#### Instructions to follow:
Locate each line in the records containing "ZILE". Copy it.

***

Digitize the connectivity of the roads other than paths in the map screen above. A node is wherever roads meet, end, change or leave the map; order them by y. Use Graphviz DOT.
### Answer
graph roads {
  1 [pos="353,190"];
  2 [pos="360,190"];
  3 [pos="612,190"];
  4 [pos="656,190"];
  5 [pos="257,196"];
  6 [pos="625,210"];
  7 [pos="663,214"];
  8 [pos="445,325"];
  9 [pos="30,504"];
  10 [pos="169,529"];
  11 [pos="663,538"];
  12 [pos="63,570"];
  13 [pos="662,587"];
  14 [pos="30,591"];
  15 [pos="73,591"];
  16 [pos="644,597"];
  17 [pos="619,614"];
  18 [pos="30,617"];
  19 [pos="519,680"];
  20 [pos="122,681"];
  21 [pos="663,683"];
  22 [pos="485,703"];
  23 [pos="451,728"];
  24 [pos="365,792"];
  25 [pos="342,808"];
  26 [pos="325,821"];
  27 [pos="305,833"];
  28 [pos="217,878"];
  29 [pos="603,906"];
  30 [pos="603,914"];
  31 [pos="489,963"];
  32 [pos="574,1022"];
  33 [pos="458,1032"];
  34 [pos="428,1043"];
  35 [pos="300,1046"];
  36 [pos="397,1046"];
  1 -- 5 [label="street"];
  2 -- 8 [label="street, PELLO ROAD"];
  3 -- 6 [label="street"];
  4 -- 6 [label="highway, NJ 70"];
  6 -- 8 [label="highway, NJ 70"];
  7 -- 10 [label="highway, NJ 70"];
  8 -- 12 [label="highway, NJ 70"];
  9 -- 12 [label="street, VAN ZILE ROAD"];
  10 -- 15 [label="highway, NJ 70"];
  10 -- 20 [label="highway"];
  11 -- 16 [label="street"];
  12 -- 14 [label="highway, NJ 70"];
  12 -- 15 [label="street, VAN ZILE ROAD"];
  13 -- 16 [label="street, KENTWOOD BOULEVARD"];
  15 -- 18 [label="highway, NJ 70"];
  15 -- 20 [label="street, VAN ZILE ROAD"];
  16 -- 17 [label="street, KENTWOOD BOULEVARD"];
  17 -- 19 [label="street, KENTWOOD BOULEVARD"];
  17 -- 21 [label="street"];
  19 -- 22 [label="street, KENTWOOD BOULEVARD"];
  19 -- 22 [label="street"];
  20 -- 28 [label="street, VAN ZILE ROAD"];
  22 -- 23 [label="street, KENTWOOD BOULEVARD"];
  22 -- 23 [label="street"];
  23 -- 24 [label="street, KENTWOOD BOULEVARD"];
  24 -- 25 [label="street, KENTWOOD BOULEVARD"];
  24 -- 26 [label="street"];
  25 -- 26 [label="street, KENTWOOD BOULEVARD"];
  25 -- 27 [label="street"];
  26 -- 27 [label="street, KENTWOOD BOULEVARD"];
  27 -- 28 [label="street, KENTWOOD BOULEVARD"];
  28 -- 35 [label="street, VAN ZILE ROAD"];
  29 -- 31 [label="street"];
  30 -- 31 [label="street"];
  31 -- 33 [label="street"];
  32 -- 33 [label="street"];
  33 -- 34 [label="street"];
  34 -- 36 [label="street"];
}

***

#### Task response:
  9 -- 12 [label="street, VAN ZILE ROAD"];
  12 -- 15 [label="street, VAN ZILE ROAD"];
  15 -- 20 [label="street, VAN ZILE ROAD"];
  20 -- 28 [label="street, VAN ZILE ROAD"];
  28 -- 35 [label="street, VAN ZILE ROAD"];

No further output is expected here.